Well, THAT got your attention and no, it is not a euphemism, they are exactly as the name describes.  They don’t tell you before you come to Afghanistan that many of the males in the barracks use them.  It’s just not good press, and probably wouldn’t do anything to entice you to come on over to live in what is already a difficult situation, you know, with the war going on and all.  They were widely used by soldiers and contractors in Iraq and they are in Afghanistan as well – a dirty, nay, filthy little secret of this gig.  I was told that one guy’s job in a camp in Iraq was to dispose of the piss bottles in an environmentally friendly manner – his sole function.  He had to collect them, unscrew the lids and pour them out down a porta potty.  Every day I’ve ever had anything remotely resembling a bad work day, I’ve thought about that guy and that job.  And then I brighten right back up. 
Before you derisively snort, roll your eyes and mutter, “Savages,” allow me to attempt to sell you on the use of piss bottles.  We are in Afghanistan, after all, and most of us live in shared quarters.  Toilets and showers are outside.  When the call of nature calls, we have to put on some form of footwear and trudge outside in our sleeping costume and make our way to the latrines.  And it’s dark, so you’ll need a headlamp or a flashlight.  So, when it’s raining and snakes are afoot (is it aslither?) or it’s muddy, or there’s snow on the ground and it’s icy and it’s just so darn inconvenient, you turn to your friend the piss bottle.  You take care of your sordid business – carefully tilting the bottle so as not to create the sound of a gently running river– no, you want that flow to slide quietly down the inside of the bottle.  Consideration of others, you know, wouldn’t want to wake your bunkmates up now, would we?   Shaking the last few drops does present a challenge, it’s more of a shaking the entire bottle along with your member, trying not to slosh the contents high enough so you can keep things clean down below.  Screw on the top and settle right back into that peaceful slumber you awoke from.  Not so savage after all, eh?

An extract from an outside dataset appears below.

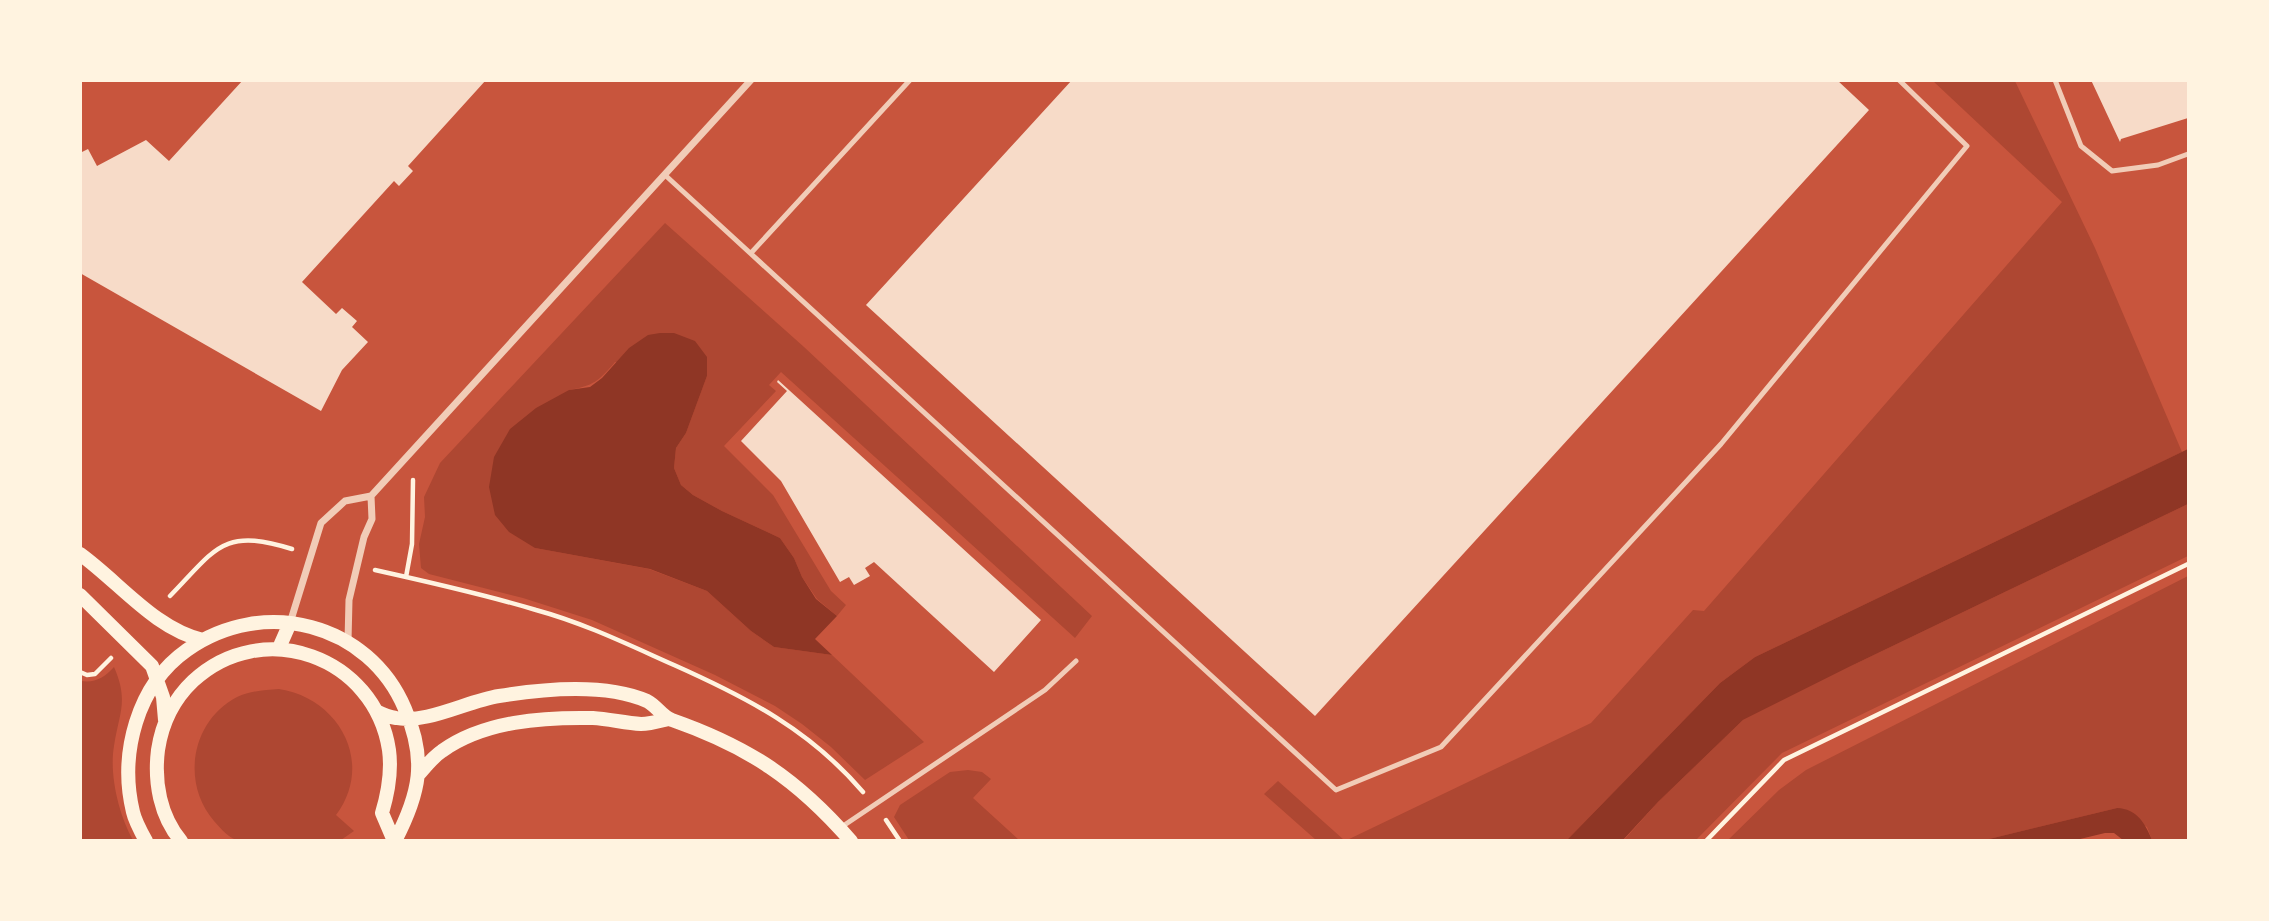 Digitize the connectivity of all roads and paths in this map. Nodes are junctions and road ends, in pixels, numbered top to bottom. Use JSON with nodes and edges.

Still  not convinced?  Try this on for size.   Thankfully, the Taliban spring offensive seems to be over.  We’ve gone a while without an attack.  But during the fighting season (they are fair weather terrorists, after all) we do get hit.  And when there is an attack, you can’t go outside until you hear the all clear call on Big Voice.  Outside.  Where the toilets are.  That’s where you can’t go.  Because the Taliban are particularly evil, I imagine this conversation up in the mountains right before the rockets are launched:  “Can we shoot it now Mohammed?”  “No Ahmed.  Wait.  The infidel’s bladders are not yet full.  We will wait until they are almost ready to burst before we fire.”  Then they probably sit in the mountains, smoking some of the good Afghan hash that is so prevalent right outside the wire, waiting, waiting, waiting. “Mohammed, now, can we fire the rockets now?”  “Patience Ahmed.  It is not yet time.  They may be dreaming about a river running, their loins may be stirring.  We will wait until the time is right.”  More hash is smoked in the interim because, well, this is my story.  Then, just as the older contractors begin to shift in bed getting ready to make the trip outside to pee I’m sure those darn terrorists both mutter, “Allahu Akbar,” as the rockets are launched.  And the folks on bases are stuck inside.  Where there are no bathrooms.  When they were just about to get up and pee.   While security sweeps the perimeter and finds the rocket(s), ensures there is no UXO laying around, we wait for the all clear.  The newbies do the pee pee dance as they cross their legs and hop about to keep from peeing in their pants.  The grizzled vets lean over, pick up their piss bottle and don’t even try to hide the sound.  It takes being stuck inside once, waiting for the all clear for a couple of hours to have an empty bottle at the ready. 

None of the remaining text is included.